— About this task —
From the data underneath, reproduce exactly the stretch that begins at the line with "#include <math.h>" and ends after the line with "cairo_set_miter_limit(ctx, 4);".

— Available data —
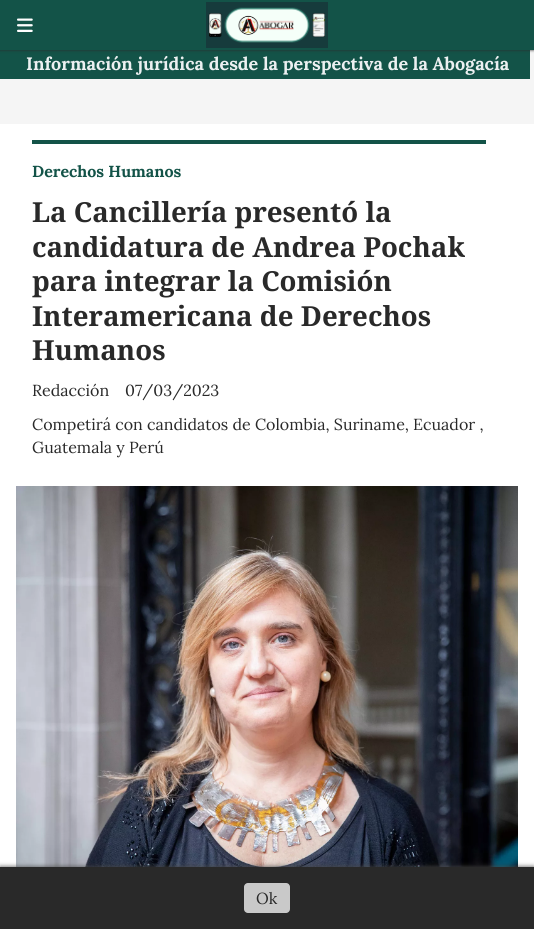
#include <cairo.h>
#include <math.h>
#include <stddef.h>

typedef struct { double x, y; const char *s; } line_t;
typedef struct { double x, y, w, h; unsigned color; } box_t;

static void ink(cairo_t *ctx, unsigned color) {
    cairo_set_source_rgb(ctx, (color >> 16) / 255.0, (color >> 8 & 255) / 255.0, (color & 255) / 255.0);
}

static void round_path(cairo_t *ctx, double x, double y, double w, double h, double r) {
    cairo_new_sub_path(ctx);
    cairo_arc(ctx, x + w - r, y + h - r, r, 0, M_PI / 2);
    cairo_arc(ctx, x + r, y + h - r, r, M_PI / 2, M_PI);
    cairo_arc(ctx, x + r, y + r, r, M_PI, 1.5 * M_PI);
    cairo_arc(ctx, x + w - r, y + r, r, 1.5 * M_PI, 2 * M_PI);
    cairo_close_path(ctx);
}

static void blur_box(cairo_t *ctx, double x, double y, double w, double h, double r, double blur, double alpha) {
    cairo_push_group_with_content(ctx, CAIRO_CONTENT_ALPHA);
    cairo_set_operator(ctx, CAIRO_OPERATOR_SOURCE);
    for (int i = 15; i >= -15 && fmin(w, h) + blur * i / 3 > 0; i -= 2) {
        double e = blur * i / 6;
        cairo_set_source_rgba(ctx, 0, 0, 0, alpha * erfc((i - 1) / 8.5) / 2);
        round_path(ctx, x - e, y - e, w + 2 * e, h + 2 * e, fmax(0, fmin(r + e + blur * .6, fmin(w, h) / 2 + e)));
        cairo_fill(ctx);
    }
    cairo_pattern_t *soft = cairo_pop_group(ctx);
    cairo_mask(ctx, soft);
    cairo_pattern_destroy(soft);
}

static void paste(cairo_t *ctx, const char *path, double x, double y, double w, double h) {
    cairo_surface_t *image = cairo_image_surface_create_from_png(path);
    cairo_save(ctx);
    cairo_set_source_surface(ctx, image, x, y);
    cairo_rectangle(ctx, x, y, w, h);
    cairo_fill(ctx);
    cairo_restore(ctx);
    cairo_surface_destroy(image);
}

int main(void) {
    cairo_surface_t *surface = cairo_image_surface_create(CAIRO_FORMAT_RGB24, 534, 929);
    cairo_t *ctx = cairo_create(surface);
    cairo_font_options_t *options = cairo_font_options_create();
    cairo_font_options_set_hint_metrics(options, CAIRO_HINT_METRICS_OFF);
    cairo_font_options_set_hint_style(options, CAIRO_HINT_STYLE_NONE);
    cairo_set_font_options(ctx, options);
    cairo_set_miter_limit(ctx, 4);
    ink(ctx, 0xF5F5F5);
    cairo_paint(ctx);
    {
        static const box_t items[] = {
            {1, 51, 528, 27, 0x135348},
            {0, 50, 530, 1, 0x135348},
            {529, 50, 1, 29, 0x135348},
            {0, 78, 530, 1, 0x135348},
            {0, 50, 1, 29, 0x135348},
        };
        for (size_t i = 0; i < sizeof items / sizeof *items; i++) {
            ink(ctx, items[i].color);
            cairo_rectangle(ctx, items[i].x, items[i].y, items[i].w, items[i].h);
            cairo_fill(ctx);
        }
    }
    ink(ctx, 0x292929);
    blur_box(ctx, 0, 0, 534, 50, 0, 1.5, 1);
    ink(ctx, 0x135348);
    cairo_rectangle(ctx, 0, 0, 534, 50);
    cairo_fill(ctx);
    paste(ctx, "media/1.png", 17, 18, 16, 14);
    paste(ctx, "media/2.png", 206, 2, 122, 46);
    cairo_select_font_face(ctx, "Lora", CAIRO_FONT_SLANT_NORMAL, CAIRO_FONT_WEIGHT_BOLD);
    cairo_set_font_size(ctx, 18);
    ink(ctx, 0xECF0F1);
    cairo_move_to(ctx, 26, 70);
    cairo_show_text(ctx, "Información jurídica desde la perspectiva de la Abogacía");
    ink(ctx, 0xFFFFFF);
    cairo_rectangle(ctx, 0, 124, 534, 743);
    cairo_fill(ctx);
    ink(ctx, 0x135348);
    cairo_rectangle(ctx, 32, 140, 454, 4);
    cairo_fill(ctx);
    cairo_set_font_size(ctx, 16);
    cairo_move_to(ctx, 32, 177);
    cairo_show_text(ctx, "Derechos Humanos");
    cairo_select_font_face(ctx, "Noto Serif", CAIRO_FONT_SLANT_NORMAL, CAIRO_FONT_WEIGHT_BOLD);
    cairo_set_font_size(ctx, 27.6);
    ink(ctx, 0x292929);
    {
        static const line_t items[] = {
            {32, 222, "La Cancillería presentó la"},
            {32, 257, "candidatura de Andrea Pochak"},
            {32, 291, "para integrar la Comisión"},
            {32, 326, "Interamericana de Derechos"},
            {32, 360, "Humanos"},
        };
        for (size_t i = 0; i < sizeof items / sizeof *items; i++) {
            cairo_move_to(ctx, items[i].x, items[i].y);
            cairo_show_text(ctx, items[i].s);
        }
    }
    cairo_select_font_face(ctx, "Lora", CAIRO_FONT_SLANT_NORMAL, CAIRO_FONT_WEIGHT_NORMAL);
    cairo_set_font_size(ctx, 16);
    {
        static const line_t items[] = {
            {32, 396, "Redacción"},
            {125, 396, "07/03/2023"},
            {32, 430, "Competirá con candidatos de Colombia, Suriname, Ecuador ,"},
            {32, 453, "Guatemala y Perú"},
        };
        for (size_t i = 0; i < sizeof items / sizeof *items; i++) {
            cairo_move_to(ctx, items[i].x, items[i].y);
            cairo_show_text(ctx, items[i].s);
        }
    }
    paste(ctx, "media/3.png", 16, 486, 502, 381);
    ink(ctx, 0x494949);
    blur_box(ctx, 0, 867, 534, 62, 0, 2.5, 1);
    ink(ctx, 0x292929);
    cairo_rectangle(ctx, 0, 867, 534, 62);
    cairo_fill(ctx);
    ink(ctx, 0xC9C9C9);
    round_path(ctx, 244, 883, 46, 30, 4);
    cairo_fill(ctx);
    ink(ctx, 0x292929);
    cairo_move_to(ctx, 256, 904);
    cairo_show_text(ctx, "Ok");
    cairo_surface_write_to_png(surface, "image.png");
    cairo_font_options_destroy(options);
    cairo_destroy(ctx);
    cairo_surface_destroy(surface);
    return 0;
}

— Response to the exercise —
#include <math.h>
#include <stddef.h>

typedef struct { double x, y; const char *s; } line_t;
typedef struct { double x, y, w, h; unsigned color; } box_t;

static void ink(cairo_t *ctx, unsigned color) {
    cairo_set_source_rgb(ctx, (color >> 16) / 255.0, (color >> 8 & 255) / 255.0, (color & 255) / 255.0);
}

static void round_path(cairo_t *ctx, double x, double y, double w, double h, double r) {
    cairo_new_sub_path(ctx);
    cairo_arc(ctx, x + w - r, y + h - r, r, 0, M_PI / 2);
    cairo_arc(ctx, x + r, y + h - r, r, M_PI / 2, M_PI);
    cairo_arc(ctx, x + r, y + r, r, M_PI, 1.5 * M_PI);
    cairo_arc(ctx, x + w - r, y + r, r, 1.5 * M_PI, 2 * M_PI);
    cairo_close_path(ctx);
}

static void blur_box(cairo_t *ctx, double x, double y, double w, double h, double r, double blur, double alpha) {
    cairo_push_group_with_content(ctx, CAIRO_CONTENT_ALPHA);
    cairo_set_operator(ctx, CAIRO_OPERATOR_SOURCE);
    for (int i = 15; i >= -15 && fmin(w, h) + blur * i / 3 > 0; i -= 2) {
        double e = blur * i / 6;
        cairo_set_source_rgba(ctx, 0, 0, 0, alpha * erfc((i - 1) / 8.5) / 2);
        round_path(ctx, x - e, y - e, w + 2 * e, h + 2 * e, fmax(0, fmin(r + e + blur * .6, fmin(w, h) / 2 + e)));
        cairo_fill(ctx);
    }
    cairo_pattern_t *soft = cairo_pop_group(ctx);
    cairo_mask(ctx, soft);
    cairo_pattern_destroy(soft);
}

static void paste(cairo_t *ctx, const char *path, double x, double y, double w, double h) {
    cairo_surface_t *image = cairo_image_surface_create_from_png(path);
    cairo_save(ctx);
    cairo_set_source_surface(ctx, image, x, y);
    cairo_rectangle(ctx, x, y, w, h);
    cairo_fill(ctx);
    cairo_restore(ctx);
    cairo_surface_destroy(image);
}

int main(void) {
    cairo_surface_t *surface = cairo_image_surface_create(CAIRO_FORMAT_RGB24, 534, 929);
    cairo_t *ctx = cairo_create(surface);
    cairo_font_options_t *options = cairo_font_options_create();
    cairo_font_options_set_hint_metrics(options, CAIRO_HINT_METRICS_OFF);
    cairo_font_options_set_hint_style(options, CAIRO_HINT_STYLE_NONE);
    cairo_set_font_options(ctx, options);
    cairo_set_miter_limit(ctx, 4);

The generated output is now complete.